Fewer than 1 percent of the nation’s cancer cases involve children, according to the American Cancer Society, which estimated that a little more than 10,000 children under the age of 15 would be diagnosed with cancer last year. More than four out of five survive five years or more, but prepubescent boys risk getting azoospermia, a lack of viable sperm.

For these youngsters, there is a new procedure being developed by Washington State University. The premise is that sperm stem cells be removed from the boys, frozen, and placed back into testes after puberty, at which point they would produce sperm.

Working with prepubescent mice, Jon Oatley, an associate professor in the WSU School of Molecular Biosciences and director of the Center for Reproductive Biology, and his colleagues put a fluorescent tag on a gene specific to stem cells.
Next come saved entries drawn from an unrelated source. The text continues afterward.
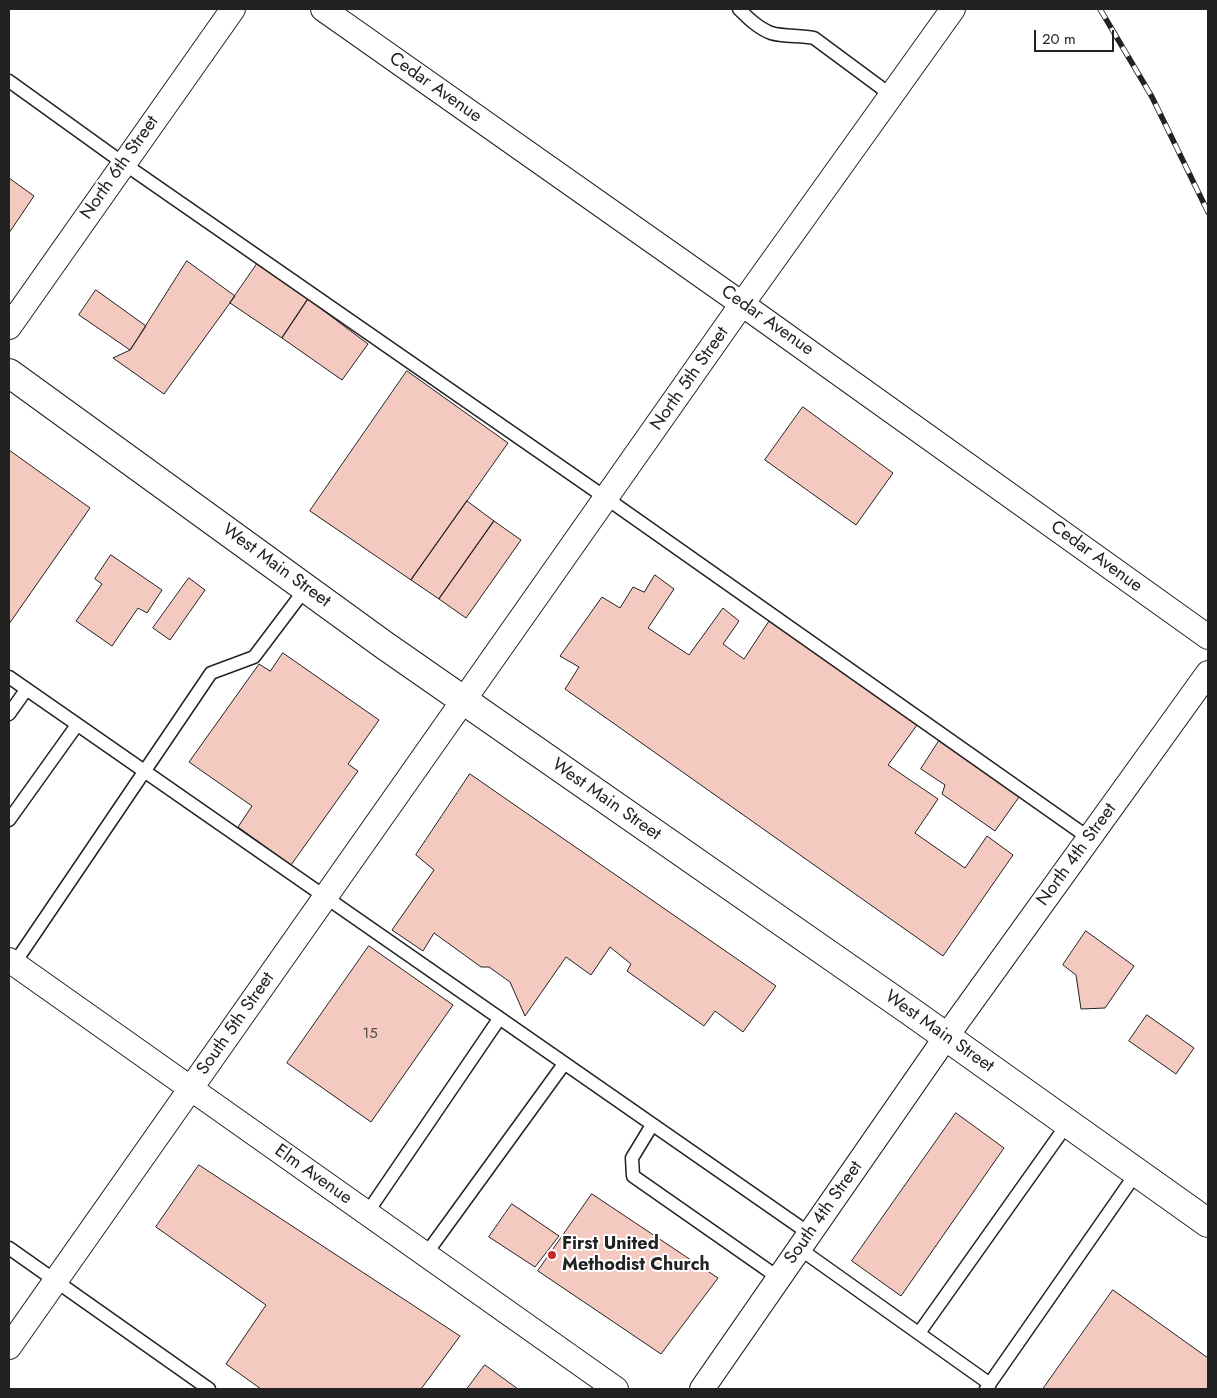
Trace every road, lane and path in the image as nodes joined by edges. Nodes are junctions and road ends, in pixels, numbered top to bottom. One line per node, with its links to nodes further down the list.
1 (233, 9): 7 (street, North 6th Street)
2 (322, 9): 8 (street, Cedar Avenue)
3 (739, 9): 6 (lane)
4 (953, 9): 6 (street, North 5th Street)
5 (9, 80): 7 (lane)
6 (891, 95): 8 (street, North 5th Street)
7 (123, 163): 9 (street, North 6th Street); 11 (lane)
8 (742, 304): 11 (street, North 5th Street); 13 (street, Cedar Avenue)
9 (9, 327)
10 (9, 373): 12 (main road, West Main Street)
11 (606, 498): 17 (street, North 5th Street); 22 (lane)
12 (306, 588): 17 (main road, West Main Street); 20 (lane)
13 (1208, 637)
14 (1208, 673): 22 (street, North 4th Street)
15 (9, 677): 16 (lane)
16 (26, 690): 18 (lane); 19 (lane)
17 (464, 701): 23 (street, South 5th Street); 26 (main road, West Main Street)
18 (9, 714)
19 (77, 725): 20 (lane); 21 (lane)
20 (144, 772): 23 (lane); 24 (lane)
21 (9, 820)
22 (1090, 838): 26 (street, North 4th Street)
23 (325, 898): 25 (lane); 28 (street, South 5th Street)
24 (11, 962): 28 (street, Elm Avenue)
25 (499, 1019): 27 (lane); 32 (lane)
26 (946, 1037): 29 (main road, West Main Street); 34 (street, South 4th Street)
27 (564, 1064): 30 (lane); 36 (lane)
28 (191, 1088): 32 (street, Elm Avenue); 38 (street, South 5th Street)
29 (1068, 1123): 31 (main road, West Main Street); 39 (lane)
30 (652, 1125): 34 (lane); 37 (lane)
31 (1137, 1172): 33 (main road, West Main Street); 41 (lane)
32 (367, 1213): 36 (street, Elm Avenue)
33 (1208, 1223)
34 (805, 1242): 37 (street, South 4th Street); 39 (lane)
35 (9, 1248): 38 (lane)
36 (426, 1254): 43 (street, Elm Avenue)
37 (779, 1278): 44 (street, South 4th Street)
38 (55, 1281): 40 (street, South 5th Street); 42 (lane)
39 (919, 1333): 41 (lane)
40 (9, 1347)
41 (988, 1387)
42 (209, 1389)
43 (616, 1389)
44 (702, 1389)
This let them in effect watch the process of a stem cell differentiating to create the progenitors that eventually become sperm.

They key to success has to do with a process called “glycolysis.” That's one of the ways stem cells create energy. The other way, called oxidative phosphorylation, produces free radicals that can be particularly harmful to a cell’s DNA. Oatley and his team need to convince the sperm stem cells to use glycolysis as exclusively as possible.

“If you’re a stem cell that is going to give rise to sperm essentially through the whole lifetime of an individual, you want to have a pristine genome,” said Oatley. “You don’t want it damaged by reactive oxygen species. That’s why we think glycolysis is important for the stem cell. So we tried to change the culture environment to favor glycolysis.”

The scientists found that by lowering the oxygen in the culture – adding nitrogen to cut it by more than half – they could dramatically improve the percentage of stem cells capable of making normal sperm when put back into the testes. Where before only 5 percent of the cells remained viable after six months, now 40 percent were usable.

Next steps? The researcher intend to see if the cultured stem cells undergo changes to their epigenome, which determines if genes are turned on and off. And of course they also need to investigate whether the technique will work with human tissues.

The research was published in the journal Stem Cell Reports.